PAIiIZ data shows that foreign investors in Poland have recently focused on the automotive industry. A lot of money is also being invested in the service centers of global corporations, which have qualified staff available in Poland.

Russia’s Intrall Rus company, which in February signed a letter of intent with PAIiIZ and the authorities in Poland’s West Pomerania province, plans to launch a research center and an automotive plant in the province. The company’s managers hope to recruit highly skilled workers in Poland. The project is linked with the construction of a factory to manufacture delivery vans in the Russian city of Stavropol.

Anatoly Leyrikh, chairman of the board of directors at Intrall Rus, says the company’s Polish project will be carried out in stages, with 22 million euros to be invested in the first stage. In this phase, a research and development center will be established. “There were many arguments for choosing West Pomerania,” Leyrikh said. “A major strength of the province is its location and welcoming investment climate.

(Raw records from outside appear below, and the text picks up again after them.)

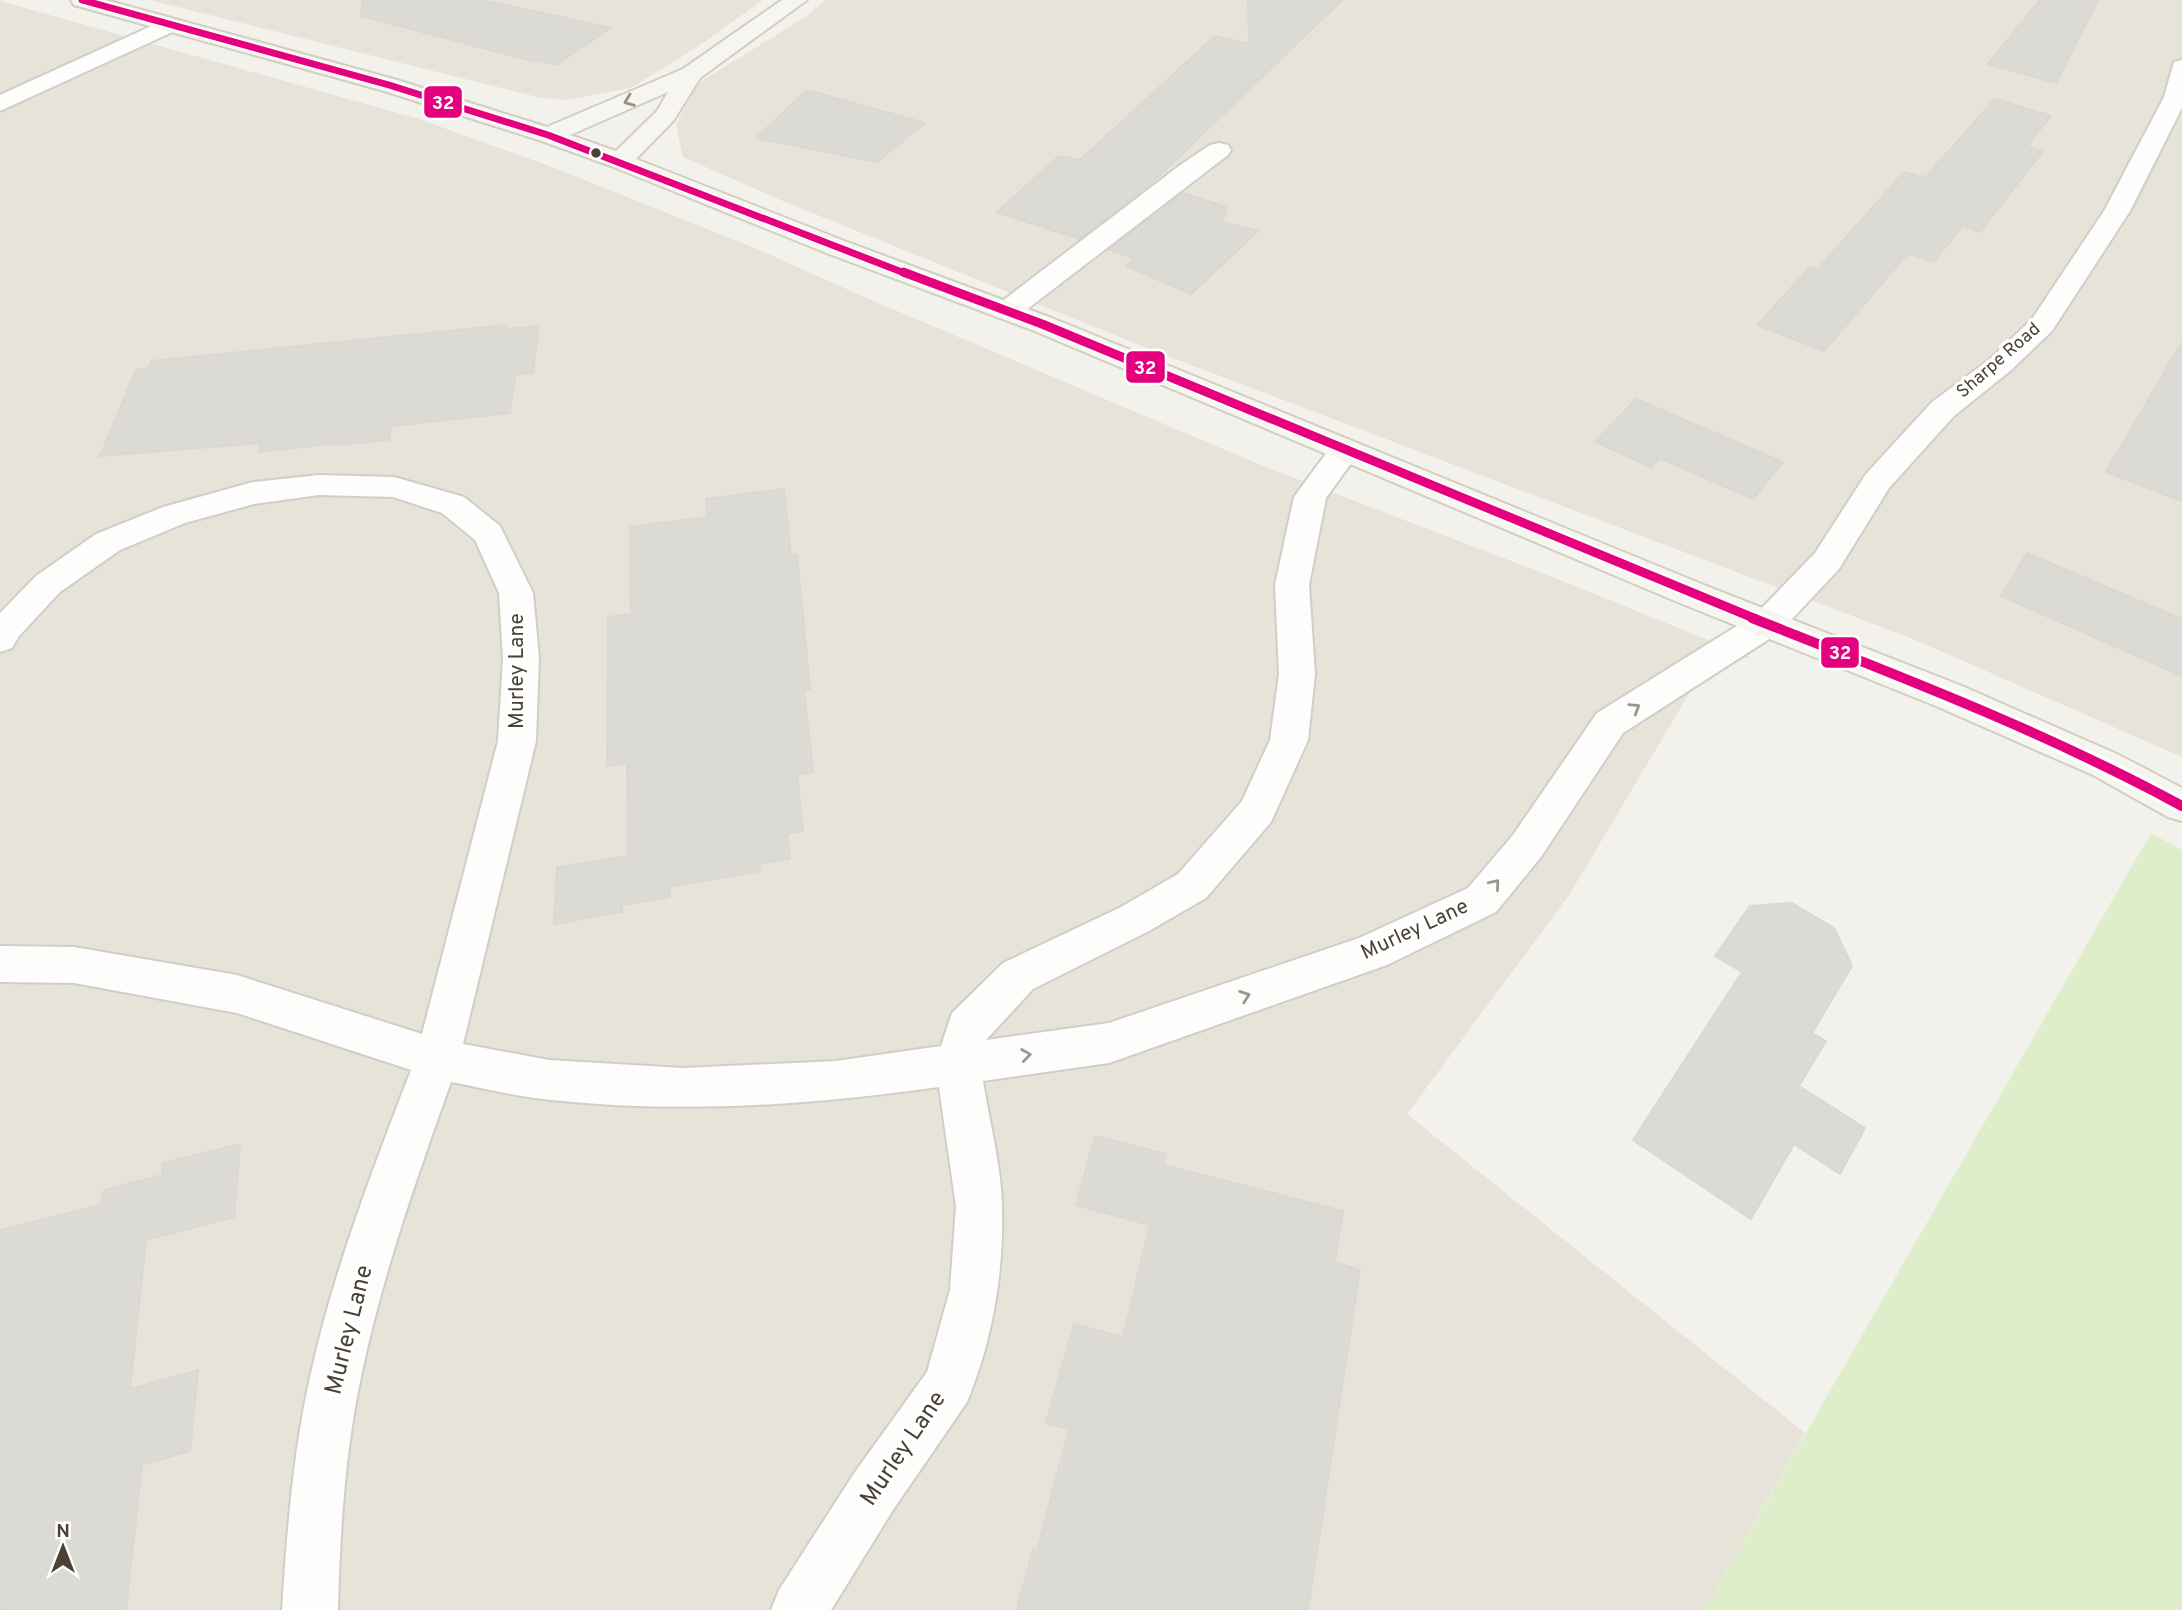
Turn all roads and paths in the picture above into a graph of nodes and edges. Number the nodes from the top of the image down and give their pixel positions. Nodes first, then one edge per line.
1 (82, 0) edge
2 (796, 0) edge
3 (169, 25) junction
4 (2182, 66) edge
5 (691, 74) junction
6 (0, 104) edge
7 (548, 135) junction
8 (1219, 150) dead end
9 (620, 160) junction
10 (1007, 311) junction
11 (1344, 451) junction
12 (1768, 623) junction
13 (0, 639) edge
14 (2182, 806) edge
15 (0, 964) edge
16 (437, 1059) junction
17 (958, 1064) junction
18 (310, 1610) edge
19 (799, 1610) edge

1 - 3 main road
2 - 5 main road
3 - 6 street
3 - 7 main road
4 - 12 street, Sharpe Road
5 -> 7 main road
5 - 9 main road
7 - 9 main road
8 - 10 street
9 - 10 main road
10 - 11 main road
11 - 12 main road
11 - 17 street, Murley Lane
12 - 14 main road
17 -> 12 street, Murley Lane
13 - 16 street, Murley Lane
15 - 16 street, Murley Lane
16 - 17 street, Murley Lane
16 - 18 street, Murley Lane
17 - 19 street, Murley Lane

Equally important for us was the readiness of the local authorities to offer their assistance and support for the project.”

Leyrikh added that West Pomerania has a “strong university base and many qualified workers, which creates good conditions for setting up the research and development center where we will be designing most our new vehicles.”

In the letter of intent, the province authorities committed themselves to supporting the Russian project in many respects. Local officials promised to work with employment agencies in recruiting and training workers for Intrall Rus. The authorities also want to support the development of ties between Intrall Rus and schools and universities in the region in terms of creating degree and training programs for the research center’s future staff.

Senior province official Jan Krawczuk said, “We especially welcome the type of the planned project. This is no longer simple production, but research and development, which will provide jobs to engineers educated at Szczecin’s universities.”

Intrall Rus plans to manufacture commercial vehicles, light delivery vans and all-terrain vehicles in West Pomerania. The value of the project is estimated at 270 million euros. Construction work should begin at the end of 2011 and the first vehicles are to roll off the production lines in 2014. Intrall Rus will be producing most of its vehicles in Stavropol in southern Russia. But the Polish project will be important to the company. The research and development center will be designing new prototype vehicles, while the manufacturing plant will be assembling a limited number of mass-produced models—around 2,500-5,000 vehicles a year.

At first, 50 engineers are expected to be employed at the company’s Polish facility. Employment may increase to 500 or 600 once vehicle production is launched. Intrall Rus also plans to establish long-term ties with Polish suppliers of components.